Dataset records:
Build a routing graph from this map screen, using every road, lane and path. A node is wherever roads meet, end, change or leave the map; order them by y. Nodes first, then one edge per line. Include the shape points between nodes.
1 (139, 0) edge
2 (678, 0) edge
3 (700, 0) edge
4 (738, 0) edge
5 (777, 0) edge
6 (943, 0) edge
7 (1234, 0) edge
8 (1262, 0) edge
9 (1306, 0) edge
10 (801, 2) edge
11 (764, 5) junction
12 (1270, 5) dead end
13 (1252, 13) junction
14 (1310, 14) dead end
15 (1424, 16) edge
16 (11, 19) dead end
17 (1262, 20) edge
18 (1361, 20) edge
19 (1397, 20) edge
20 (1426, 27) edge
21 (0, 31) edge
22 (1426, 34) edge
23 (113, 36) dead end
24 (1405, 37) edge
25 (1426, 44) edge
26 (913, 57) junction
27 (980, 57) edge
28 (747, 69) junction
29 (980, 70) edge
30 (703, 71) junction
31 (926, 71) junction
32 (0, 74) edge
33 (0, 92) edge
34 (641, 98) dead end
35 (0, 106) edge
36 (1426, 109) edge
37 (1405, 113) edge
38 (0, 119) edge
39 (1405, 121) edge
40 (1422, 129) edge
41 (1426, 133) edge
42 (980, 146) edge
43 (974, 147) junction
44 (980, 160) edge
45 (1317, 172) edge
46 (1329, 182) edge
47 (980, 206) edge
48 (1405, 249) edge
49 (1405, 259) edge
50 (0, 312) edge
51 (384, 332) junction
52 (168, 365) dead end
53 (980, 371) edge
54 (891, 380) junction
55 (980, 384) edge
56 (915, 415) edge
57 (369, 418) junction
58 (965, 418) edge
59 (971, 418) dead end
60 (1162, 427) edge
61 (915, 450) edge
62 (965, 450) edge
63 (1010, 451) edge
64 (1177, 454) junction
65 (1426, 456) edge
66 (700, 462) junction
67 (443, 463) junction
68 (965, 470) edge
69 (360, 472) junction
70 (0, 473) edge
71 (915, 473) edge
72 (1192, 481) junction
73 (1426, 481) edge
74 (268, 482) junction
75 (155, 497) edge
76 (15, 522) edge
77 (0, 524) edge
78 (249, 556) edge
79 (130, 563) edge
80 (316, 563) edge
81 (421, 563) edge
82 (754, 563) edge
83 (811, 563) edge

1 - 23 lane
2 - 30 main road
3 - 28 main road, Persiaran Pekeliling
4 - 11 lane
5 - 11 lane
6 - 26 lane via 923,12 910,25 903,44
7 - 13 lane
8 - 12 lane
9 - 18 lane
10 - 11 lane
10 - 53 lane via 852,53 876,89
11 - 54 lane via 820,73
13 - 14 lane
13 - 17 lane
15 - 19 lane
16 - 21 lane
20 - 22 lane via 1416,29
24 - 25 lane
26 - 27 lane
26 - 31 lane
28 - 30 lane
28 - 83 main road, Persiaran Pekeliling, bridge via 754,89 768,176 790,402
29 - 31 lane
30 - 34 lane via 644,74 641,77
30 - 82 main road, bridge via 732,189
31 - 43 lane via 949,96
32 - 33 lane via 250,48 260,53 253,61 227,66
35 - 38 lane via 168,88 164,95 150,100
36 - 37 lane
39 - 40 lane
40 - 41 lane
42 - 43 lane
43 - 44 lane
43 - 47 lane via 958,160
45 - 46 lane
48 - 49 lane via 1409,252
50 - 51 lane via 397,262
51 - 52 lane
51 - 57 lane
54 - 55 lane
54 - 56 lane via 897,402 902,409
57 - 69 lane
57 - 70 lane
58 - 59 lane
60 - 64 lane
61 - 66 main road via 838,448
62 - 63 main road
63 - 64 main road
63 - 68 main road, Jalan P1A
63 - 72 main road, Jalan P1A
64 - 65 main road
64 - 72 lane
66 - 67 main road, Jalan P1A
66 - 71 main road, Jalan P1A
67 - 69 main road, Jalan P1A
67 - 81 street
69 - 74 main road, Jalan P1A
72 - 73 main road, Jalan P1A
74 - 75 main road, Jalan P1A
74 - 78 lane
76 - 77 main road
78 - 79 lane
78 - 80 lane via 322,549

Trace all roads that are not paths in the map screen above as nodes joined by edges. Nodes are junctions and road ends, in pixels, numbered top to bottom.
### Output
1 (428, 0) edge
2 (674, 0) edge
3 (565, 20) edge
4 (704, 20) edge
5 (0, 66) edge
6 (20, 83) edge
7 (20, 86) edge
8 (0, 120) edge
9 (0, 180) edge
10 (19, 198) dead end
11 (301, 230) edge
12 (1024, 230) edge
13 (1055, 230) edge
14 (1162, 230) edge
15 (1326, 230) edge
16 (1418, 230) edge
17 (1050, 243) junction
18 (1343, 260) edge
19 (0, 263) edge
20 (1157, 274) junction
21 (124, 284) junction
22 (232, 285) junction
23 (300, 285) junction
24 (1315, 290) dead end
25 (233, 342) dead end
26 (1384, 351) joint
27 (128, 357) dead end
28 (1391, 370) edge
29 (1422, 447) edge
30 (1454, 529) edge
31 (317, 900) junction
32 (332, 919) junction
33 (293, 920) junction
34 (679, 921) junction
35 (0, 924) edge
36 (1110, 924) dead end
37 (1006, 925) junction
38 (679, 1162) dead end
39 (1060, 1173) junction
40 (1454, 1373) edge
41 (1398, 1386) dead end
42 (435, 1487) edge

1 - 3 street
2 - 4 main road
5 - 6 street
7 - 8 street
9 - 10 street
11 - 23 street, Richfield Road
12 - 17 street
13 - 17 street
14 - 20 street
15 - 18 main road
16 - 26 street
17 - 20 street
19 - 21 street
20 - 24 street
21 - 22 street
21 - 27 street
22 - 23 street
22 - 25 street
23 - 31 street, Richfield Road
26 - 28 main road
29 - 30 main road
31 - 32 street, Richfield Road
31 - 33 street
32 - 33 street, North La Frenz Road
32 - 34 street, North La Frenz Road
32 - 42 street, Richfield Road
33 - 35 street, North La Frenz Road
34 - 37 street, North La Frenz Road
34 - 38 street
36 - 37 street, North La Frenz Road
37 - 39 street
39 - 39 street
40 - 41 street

■ Assigned task ■
Scan the data, and report each line that uses the word "Pekeliling".

■ Answer to the problem ■
3 - 28 main road, Persiaran Pekeliling
28 - 83 main road, Persiaran Pekeliling, bridge via 754,89 768,176 790,402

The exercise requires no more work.